**Source material**
━━━
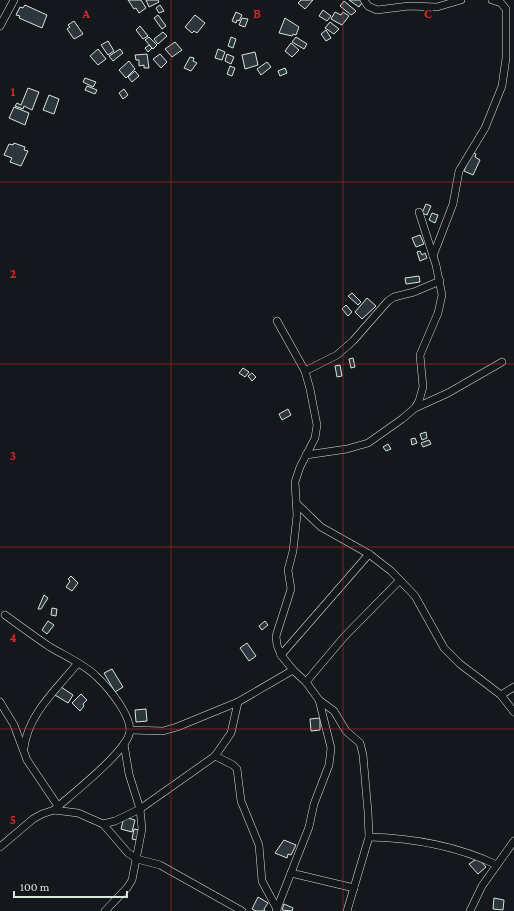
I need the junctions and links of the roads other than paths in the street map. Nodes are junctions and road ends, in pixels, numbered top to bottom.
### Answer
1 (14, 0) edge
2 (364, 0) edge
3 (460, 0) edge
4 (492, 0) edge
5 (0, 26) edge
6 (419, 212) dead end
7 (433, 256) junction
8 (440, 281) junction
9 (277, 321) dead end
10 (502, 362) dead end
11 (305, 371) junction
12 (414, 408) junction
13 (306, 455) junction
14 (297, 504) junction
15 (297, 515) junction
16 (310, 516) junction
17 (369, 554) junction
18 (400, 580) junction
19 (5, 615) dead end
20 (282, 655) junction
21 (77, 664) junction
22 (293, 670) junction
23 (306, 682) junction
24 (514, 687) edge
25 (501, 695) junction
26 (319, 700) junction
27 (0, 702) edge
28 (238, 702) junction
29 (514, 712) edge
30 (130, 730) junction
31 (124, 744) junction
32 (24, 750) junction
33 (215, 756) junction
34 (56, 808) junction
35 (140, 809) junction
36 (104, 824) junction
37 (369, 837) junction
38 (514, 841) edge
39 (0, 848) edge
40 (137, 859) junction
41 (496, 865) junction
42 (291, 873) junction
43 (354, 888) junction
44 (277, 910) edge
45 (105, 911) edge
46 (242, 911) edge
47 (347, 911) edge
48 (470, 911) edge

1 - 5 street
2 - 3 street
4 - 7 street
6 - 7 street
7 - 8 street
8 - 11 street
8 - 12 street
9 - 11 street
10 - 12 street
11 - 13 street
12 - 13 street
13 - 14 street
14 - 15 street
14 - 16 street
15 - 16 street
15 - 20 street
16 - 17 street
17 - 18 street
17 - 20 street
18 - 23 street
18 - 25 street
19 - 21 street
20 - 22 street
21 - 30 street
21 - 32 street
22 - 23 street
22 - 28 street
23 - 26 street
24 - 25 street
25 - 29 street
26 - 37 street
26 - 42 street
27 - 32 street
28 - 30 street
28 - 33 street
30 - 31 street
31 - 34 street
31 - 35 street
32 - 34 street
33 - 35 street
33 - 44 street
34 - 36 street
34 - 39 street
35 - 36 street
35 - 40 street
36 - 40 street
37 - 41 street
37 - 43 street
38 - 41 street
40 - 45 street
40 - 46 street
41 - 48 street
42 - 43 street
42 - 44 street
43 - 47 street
━━━
**Exercise brief**
Print the whole listing exactly. No pictures belong in the copy.

**Result of this task**
I need the junctions and links of the roads other than paths in the street map. Nodes are junctions and road ends, in pixels, numbered top to bottom.
### Answer
1 (14, 0) edge
2 (364, 0) edge
3 (460, 0) edge
4 (492, 0) edge
5 (0, 26) edge
6 (419, 212) dead end
7 (433, 256) junction
8 (440, 281) junction
9 (277, 321) dead end
10 (502, 362) dead end
11 (305, 371) junction
12 (414, 408) junction
13 (306, 455) junction
14 (297, 504) junction
15 (297, 515) junction
16 (310, 516) junction
17 (369, 554) junction
18 (400, 580) junction
19 (5, 615) dead end
20 (282, 655) junction
21 (77, 664) junction
22 (293, 670) junction
23 (306, 682) junction
24 (514, 687) edge
25 (501, 695) junction
26 (319, 700) junction
27 (0, 702) edge
28 (238, 702) junction
29 (514, 712) edge
30 (130, 730) junction
31 (124, 744) junction
32 (24, 750) junction
33 (215, 756) junction
34 (56, 808) junction
35 (140, 809) junction
36 (104, 824) junction
37 (369, 837) junction
38 (514, 841) edge
39 (0, 848) edge
40 (137, 859) junction
41 (496, 865) junction
42 (291, 873) junction
43 (354, 888) junction
44 (277, 910) edge
45 (105, 911) edge
46 (242, 911) edge
47 (347, 911) edge
48 (470, 911) edge

1 - 5 street
2 - 3 street
4 - 7 street
6 - 7 street
7 - 8 street
8 - 11 street
8 - 12 street
9 - 11 street
10 - 12 street
11 - 13 street
12 - 13 street
13 - 14 street
14 - 15 street
14 - 16 street
15 - 16 street
15 - 20 street
16 - 17 street
17 - 18 street
17 - 20 street
18 - 23 street
18 - 25 street
19 - 21 street
20 - 22 street
21 - 30 street
21 - 32 street
22 - 23 street
22 - 28 street
23 - 26 street
24 - 25 street
25 - 29 street
26 - 37 street
26 - 42 street
27 - 32 street
28 - 30 street
28 - 33 street
30 - 31 street
31 - 34 street
31 - 35 street
32 - 34 street
33 - 35 street
33 - 44 street
34 - 36 street
34 - 39 street
35 - 36 street
35 - 40 street
36 - 40 street
37 - 41 street
37 - 43 street
38 - 41 street
40 - 45 street
40 - 46 street
41 - 48 street
42 - 43 street
42 - 44 street
43 - 47 street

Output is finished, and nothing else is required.